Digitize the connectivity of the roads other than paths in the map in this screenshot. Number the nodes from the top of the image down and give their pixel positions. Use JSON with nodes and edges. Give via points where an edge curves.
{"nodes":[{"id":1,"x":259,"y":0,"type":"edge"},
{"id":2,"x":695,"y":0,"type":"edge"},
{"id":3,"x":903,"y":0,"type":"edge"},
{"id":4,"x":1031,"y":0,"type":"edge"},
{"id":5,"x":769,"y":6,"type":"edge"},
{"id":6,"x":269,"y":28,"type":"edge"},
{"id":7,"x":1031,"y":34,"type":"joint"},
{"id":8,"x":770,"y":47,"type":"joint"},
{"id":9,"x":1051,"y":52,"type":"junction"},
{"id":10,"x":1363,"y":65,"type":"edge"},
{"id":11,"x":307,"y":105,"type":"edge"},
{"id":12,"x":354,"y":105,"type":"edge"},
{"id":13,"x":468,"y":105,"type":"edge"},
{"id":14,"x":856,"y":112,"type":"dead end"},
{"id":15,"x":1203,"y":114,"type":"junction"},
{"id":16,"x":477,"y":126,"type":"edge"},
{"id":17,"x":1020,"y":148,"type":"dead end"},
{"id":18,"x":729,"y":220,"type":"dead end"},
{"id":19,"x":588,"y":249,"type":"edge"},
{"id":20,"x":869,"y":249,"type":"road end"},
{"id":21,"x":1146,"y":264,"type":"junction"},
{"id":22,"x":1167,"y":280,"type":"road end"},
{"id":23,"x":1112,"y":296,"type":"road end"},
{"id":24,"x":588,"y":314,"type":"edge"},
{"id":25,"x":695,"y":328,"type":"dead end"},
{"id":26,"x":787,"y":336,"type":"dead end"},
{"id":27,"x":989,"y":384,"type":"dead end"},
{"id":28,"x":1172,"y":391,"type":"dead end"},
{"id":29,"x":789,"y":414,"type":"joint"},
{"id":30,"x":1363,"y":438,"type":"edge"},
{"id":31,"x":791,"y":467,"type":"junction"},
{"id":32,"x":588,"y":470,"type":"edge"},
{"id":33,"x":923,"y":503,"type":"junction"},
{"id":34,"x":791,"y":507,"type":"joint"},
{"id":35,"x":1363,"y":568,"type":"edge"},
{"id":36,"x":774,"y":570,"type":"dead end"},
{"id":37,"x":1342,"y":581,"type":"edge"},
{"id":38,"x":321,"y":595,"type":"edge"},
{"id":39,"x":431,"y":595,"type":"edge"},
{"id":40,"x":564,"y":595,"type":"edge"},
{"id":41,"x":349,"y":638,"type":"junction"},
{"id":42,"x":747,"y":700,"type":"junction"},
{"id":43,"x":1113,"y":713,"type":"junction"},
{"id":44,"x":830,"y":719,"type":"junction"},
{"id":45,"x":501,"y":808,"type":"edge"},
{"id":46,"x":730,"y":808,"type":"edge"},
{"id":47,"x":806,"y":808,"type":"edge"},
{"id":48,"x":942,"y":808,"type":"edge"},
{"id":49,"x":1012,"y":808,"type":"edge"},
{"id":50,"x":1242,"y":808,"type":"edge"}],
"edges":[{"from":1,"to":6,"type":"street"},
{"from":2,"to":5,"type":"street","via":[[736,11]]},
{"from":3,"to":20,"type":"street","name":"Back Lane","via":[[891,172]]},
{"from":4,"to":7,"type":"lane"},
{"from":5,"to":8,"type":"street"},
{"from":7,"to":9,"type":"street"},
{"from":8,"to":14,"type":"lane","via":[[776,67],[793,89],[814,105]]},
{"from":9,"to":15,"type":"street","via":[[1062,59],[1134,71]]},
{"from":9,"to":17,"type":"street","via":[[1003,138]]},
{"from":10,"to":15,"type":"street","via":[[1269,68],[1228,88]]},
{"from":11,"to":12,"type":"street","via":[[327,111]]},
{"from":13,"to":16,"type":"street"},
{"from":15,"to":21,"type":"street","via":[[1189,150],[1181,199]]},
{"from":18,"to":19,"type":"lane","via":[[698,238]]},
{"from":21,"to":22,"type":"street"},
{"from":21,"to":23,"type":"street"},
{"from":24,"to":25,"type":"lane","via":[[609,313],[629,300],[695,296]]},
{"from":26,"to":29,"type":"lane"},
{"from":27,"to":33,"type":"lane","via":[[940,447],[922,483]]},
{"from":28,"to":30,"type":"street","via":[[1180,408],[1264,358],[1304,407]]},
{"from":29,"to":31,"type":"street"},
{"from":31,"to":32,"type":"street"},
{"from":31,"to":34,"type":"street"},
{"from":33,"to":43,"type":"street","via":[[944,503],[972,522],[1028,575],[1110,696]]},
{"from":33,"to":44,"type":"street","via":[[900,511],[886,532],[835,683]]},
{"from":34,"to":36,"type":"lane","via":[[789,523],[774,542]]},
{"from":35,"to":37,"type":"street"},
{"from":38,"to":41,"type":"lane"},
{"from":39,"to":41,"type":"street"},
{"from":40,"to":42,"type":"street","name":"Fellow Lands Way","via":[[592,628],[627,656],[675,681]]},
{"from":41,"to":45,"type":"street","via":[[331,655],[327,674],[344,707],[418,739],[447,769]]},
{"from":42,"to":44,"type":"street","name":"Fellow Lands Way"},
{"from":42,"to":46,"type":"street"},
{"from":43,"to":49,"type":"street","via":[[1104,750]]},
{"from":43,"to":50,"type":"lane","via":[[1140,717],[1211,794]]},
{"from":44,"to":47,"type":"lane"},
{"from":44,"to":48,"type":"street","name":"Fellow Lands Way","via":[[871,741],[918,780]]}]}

□ □ □ □ □

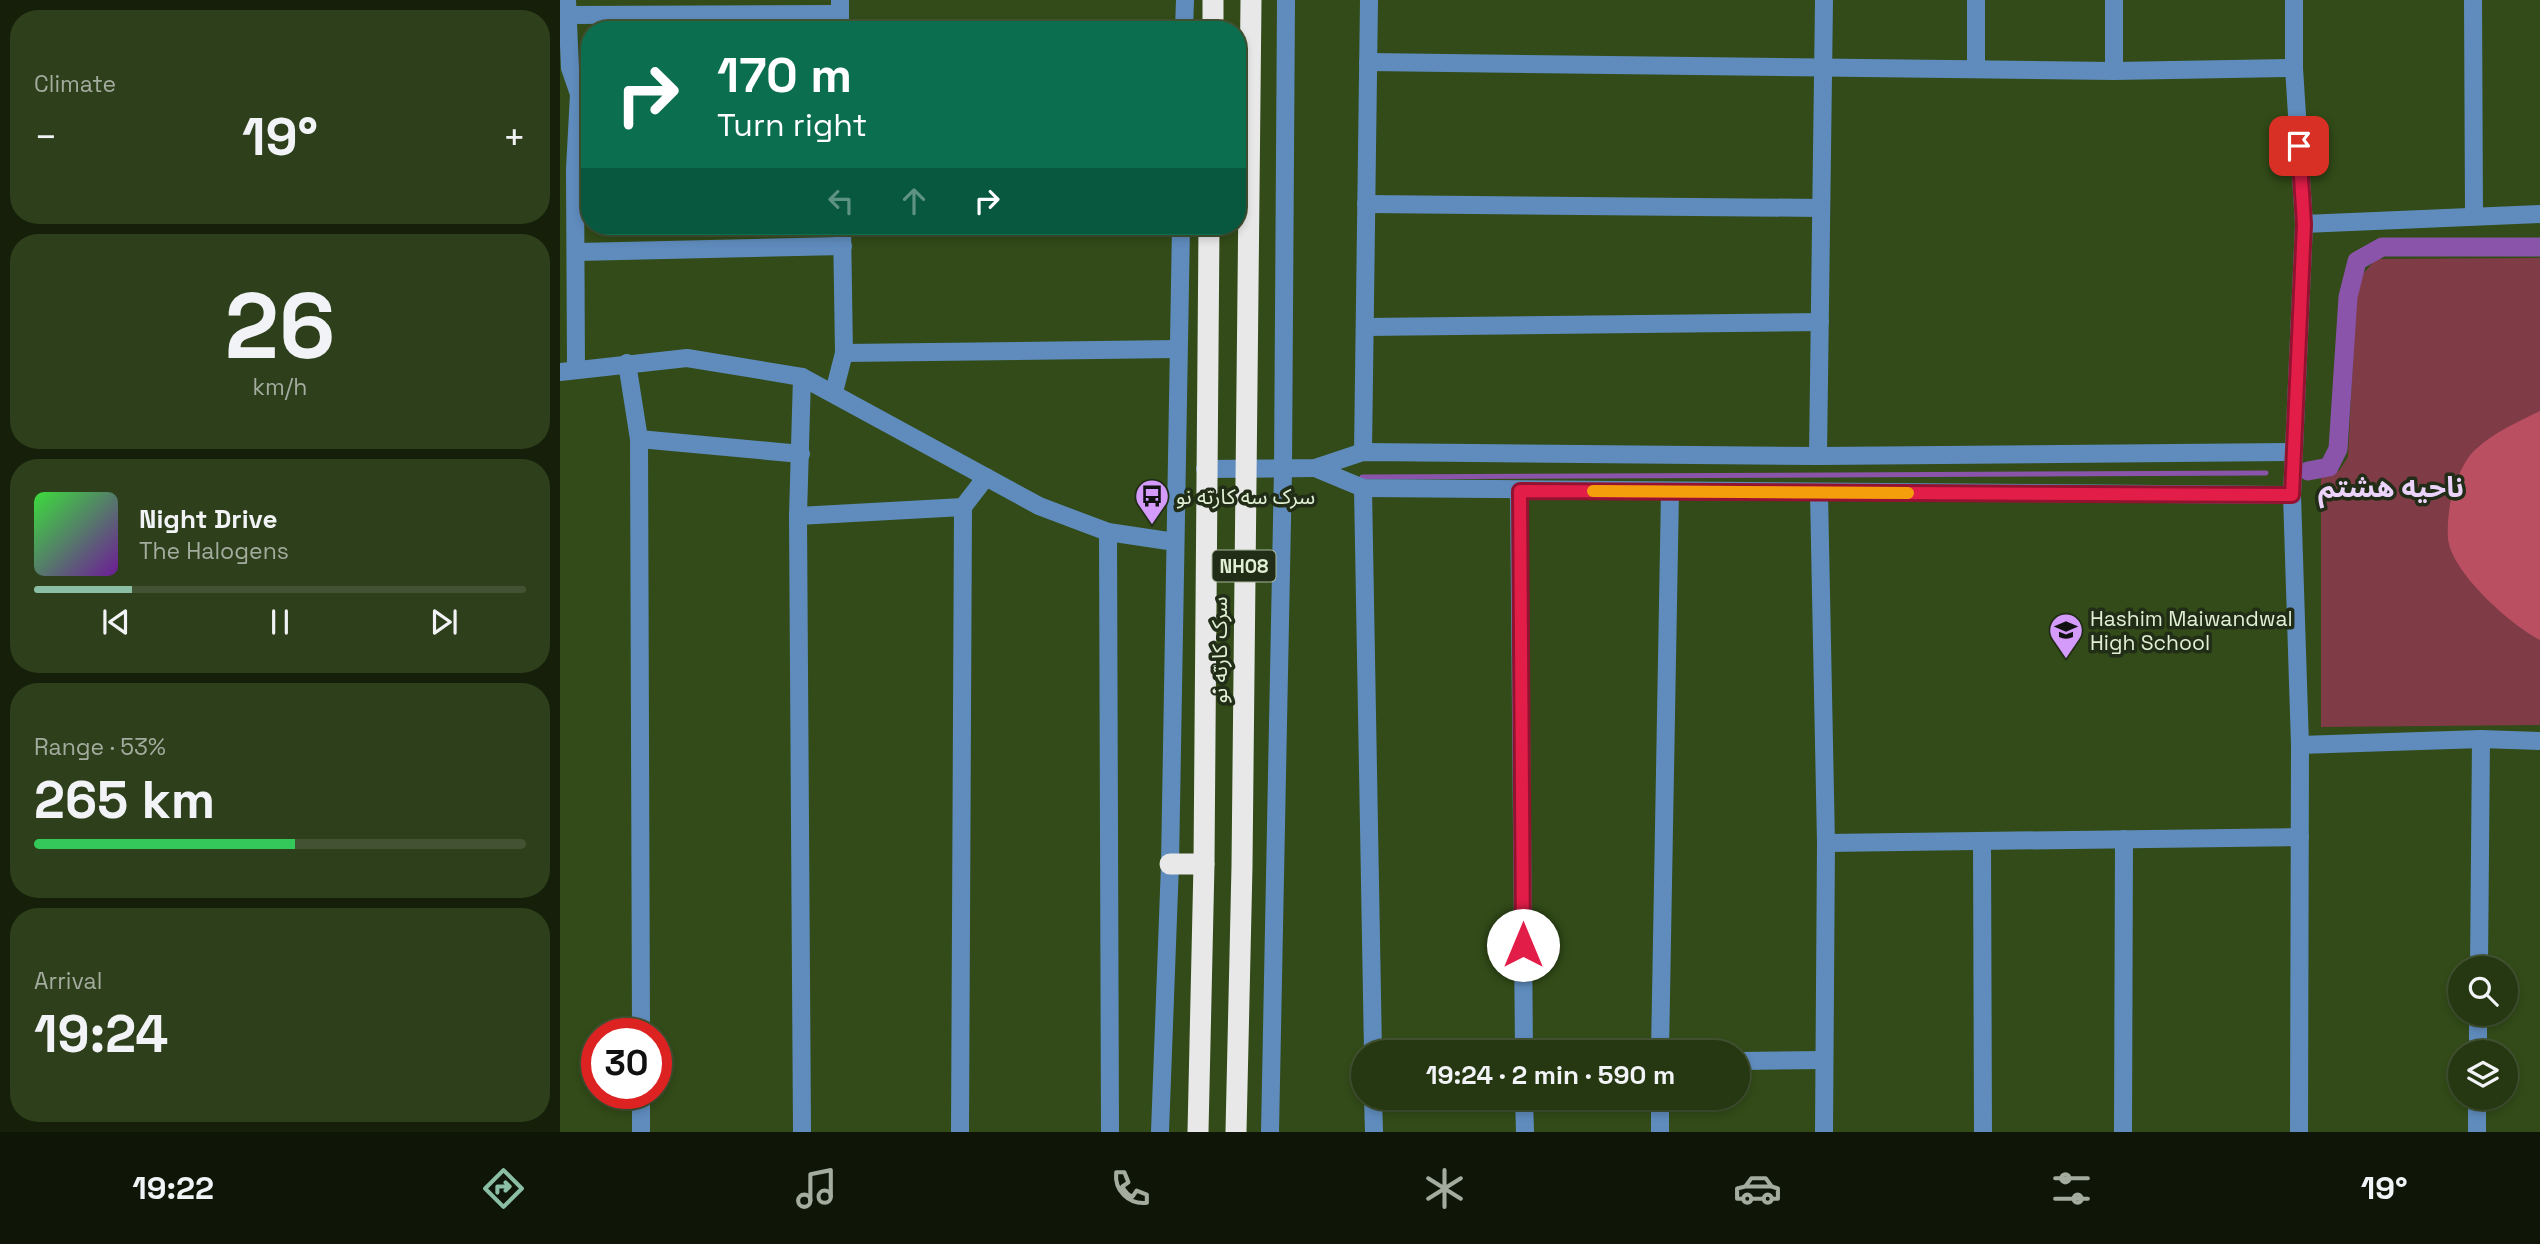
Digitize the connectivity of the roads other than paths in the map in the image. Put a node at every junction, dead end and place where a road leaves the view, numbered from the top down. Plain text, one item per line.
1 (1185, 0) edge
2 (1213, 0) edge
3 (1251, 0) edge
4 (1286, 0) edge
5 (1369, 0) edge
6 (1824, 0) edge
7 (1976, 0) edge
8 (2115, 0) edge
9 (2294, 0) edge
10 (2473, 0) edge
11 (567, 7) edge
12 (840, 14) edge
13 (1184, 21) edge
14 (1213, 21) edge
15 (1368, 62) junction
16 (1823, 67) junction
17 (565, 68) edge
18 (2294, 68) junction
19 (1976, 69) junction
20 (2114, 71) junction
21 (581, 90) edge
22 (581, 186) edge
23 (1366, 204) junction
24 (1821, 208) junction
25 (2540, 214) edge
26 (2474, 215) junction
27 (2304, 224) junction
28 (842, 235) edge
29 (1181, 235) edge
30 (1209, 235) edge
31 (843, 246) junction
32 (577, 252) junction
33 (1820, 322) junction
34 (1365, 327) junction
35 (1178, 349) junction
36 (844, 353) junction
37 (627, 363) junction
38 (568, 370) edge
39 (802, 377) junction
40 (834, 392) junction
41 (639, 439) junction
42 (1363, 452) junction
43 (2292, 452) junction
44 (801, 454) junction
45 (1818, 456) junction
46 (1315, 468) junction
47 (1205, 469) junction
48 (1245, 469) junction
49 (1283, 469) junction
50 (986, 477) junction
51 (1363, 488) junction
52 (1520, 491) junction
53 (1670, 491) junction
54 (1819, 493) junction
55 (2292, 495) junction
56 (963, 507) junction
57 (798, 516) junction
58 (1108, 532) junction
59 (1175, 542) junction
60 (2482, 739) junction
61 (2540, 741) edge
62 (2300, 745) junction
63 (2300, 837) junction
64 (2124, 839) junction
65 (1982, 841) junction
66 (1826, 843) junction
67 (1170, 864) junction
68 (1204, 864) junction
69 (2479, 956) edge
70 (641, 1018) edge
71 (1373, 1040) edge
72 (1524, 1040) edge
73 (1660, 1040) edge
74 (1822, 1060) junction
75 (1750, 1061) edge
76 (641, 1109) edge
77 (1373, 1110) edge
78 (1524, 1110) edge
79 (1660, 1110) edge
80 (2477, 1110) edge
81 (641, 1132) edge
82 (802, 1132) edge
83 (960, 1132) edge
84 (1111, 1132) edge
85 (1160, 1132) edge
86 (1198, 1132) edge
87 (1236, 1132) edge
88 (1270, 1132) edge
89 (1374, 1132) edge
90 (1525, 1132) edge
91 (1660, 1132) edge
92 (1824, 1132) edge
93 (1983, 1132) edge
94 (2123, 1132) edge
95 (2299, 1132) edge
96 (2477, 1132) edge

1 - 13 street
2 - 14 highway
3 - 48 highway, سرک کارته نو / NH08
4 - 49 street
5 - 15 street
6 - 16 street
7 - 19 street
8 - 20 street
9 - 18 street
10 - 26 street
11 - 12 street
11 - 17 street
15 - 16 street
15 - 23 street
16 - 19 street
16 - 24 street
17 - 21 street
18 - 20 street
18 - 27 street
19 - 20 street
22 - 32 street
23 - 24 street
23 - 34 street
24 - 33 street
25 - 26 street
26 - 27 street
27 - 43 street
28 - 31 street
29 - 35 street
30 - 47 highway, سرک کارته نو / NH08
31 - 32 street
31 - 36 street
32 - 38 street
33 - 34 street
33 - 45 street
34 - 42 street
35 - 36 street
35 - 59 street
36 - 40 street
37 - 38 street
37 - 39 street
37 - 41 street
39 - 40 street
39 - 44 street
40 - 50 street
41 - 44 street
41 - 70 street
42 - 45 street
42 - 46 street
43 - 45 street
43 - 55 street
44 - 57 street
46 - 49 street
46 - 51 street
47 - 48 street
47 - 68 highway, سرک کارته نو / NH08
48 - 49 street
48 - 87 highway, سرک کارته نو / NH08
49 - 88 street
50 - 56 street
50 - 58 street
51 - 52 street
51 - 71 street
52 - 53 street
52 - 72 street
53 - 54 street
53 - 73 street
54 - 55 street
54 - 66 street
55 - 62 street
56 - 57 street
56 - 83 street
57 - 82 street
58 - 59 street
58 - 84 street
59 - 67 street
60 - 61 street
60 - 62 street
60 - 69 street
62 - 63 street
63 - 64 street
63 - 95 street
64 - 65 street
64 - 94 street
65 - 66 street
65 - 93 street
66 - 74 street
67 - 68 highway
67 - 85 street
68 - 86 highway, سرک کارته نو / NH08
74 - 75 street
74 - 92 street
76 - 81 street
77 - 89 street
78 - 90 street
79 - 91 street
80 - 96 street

□ □ □ □ □

_EXERCISE_: Count the lines of the data that hold the string "Fellow", and give that number as the entire reply.

_ANSWER SECTION_: 3